Picar, cozinhar, fritar, espremer, coar e guardar
Como fiz: para mostrar o rendimento, pesei o que tinha, 250 gramas. Dividi os cubos grandes em pedaços menores, coloquei numa panela em fogo baixo e cobri com água para que a gordura fosse derretendo sem queimar. Deixei toda a água evaporar e os pedaços de gordura começarem a dourar. Não pode deixar queimar para não alterar a cor branca característica da banha. Espremi num espremedor de batatas para extrair o máximo possível de gordura. Passei esta gordura por peneira cônica de metal (chinois) sobre um vidro.
Se ainda não tem certeza de que toda a água foi evaporada (se o torresmo dourou, é porque evaporou - a dica serve mais para caldos ou se não dourou os torresmos) complete o vidro com água, tampe bem, certifique-se que não vai vazar e guarde na geladeira até a gordura solidificar. Não se preocupe com a quantidade de água, já que água e óleo não se misturam, todo mundo sabe. Por diferença de densidade, a gordura sobe, mas como o vidro está de cabeça para baixo, ela vai ficar no fundo do vidro. Aí é só desvirar o vidro e despejar fora toda a água que está por cima. Se sobrarem gotículas, seque com gaze ou papel toalha.

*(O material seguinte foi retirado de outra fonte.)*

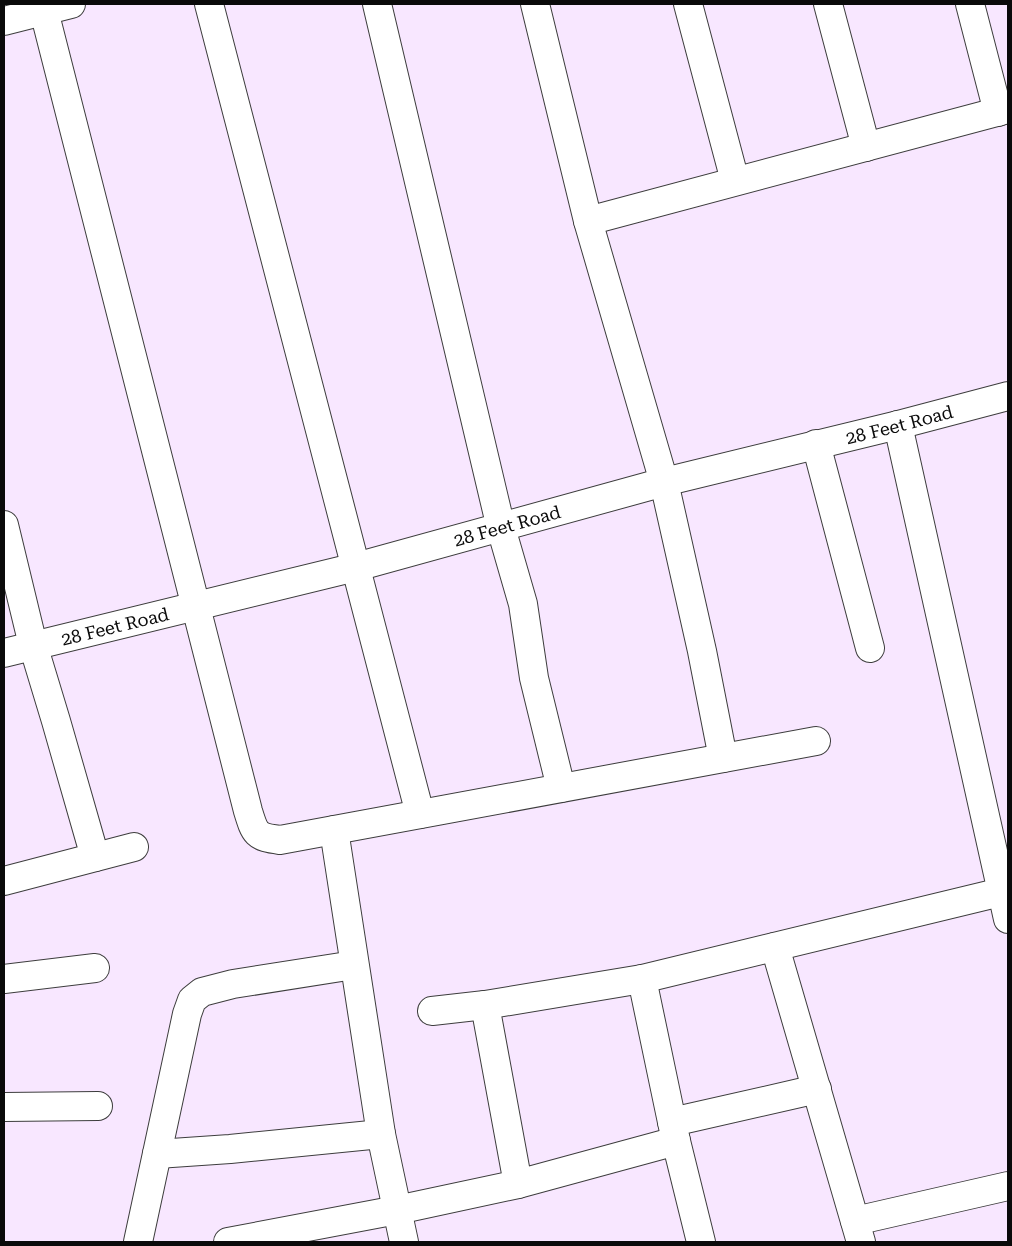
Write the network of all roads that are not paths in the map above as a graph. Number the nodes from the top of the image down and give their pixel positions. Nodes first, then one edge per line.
1 (71, 4) edge
2 (209, 4) edge
3 (377, 4) edge
4 (535, 4) edge
5 (688, 4) edge
6 (828, 4) edge
7 (970, 4) edge
8 (44, 12) junction
9 (4, 21) edge
10 (1003, 110) edge
11 (866, 147) junction
12 (735, 181) junction
13 (588, 220) junction
14 (1008, 396) edge
15 (898, 426) junction
16 (816, 444) junction
17 (664, 482) junction
18 (4, 525) edge
19 (501, 528) junction
20 (356, 567) junction
21 (196, 605) junction
22 (32, 645) junction
23 (870, 648) dead end
24 (4, 653) edge
25 (816, 741) dead end
26 (723, 758) junction
27 (561, 788) junction
28 (420, 814) junction
29 (334, 830) junction
30 (134, 847) dead end
31 (95, 857) junction
32 (4, 881) edge
33 (1001, 892) junction
34 (1008, 918) edge
35 (774, 947) junction
36 (354, 965) junction
37 (95, 968) dead end
38 (4, 979) edge
39 (642, 979) junction
40 (485, 1005) junction
41 (432, 1011) dead end
42 (817, 1089) junction
43 (98, 1106) dead end
44 (4, 1108) edge
45 (674, 1132) junction
46 (381, 1134) junction
47 (157, 1154) junction
48 (518, 1184) junction
49 (1008, 1186) edge
50 (397, 1210) junction
51 (858, 1232) edge
52 (138, 1242) edge
53 (228, 1242) edge
54 (404, 1242) edge
55 (701, 1242) edge

1 - 8 street
2 - 20 street
3 - 19 street
4 - 13 street
5 - 12 street
6 - 11 street
7 - 10 street
8 - 9 street
8 - 21 street
10 - 11 street
11 - 12 street
12 - 13 street
13 - 17 street
14 - 15 street, 28 Feet Road
15 - 16 street, 28 Feet Road
15 - 33 street
16 - 17 street, 28 Feet Road
16 - 23 street
17 - 19 street, 28 Feet Road
17 - 26 street
18 - 22 street
19 - 20 street, 28 Feet Road
19 - 27 street
20 - 21 street, 28 Feet Road
20 - 28 street
21 - 22 street, 28 Feet Road
21 - 29 street
22 - 24 street, 28 Feet Road
22 - 31 street
25 - 26 street
26 - 27 street
27 - 28 street
28 - 29 street
29 - 36 street
30 - 31 street
31 - 32 street
33 - 34 street
33 - 35 street
35 - 39 street
35 - 42 street
36 - 46 street
36 - 47 street
37 - 38 street
39 - 40 street
39 - 45 street
40 - 41 street
40 - 48 street
42 - 45 street
42 - 51 street
43 - 44 street
45 - 48 street
45 - 55 street
46 - 47 street
46 - 50 street
47 - 52 street
48 - 50 street
49 - 51 street
50 - 53 street
50 - 54 street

250 gramas de toucinho renderam 130 g de banha
Para aromatizar:
se quiser, junte ao toucinho cru alguns pedaços de cebola ou dentes de alho desde o começo do processo. Retire-os assim que toda a água secou.
O torresmo: no final, sobraram 40 gramas de torresmo cheiroso. Não faça isto: não coloque sal. Porque você não vai resistir, vai querer abrir uma cerveja e devorar aquelas gordurinhas crocantes. Melhor fazer um pão com ele, incrementando com passas e alecrim, por exemplo. Assim, você divide o pecado com todos da sua casa e talvez amigos.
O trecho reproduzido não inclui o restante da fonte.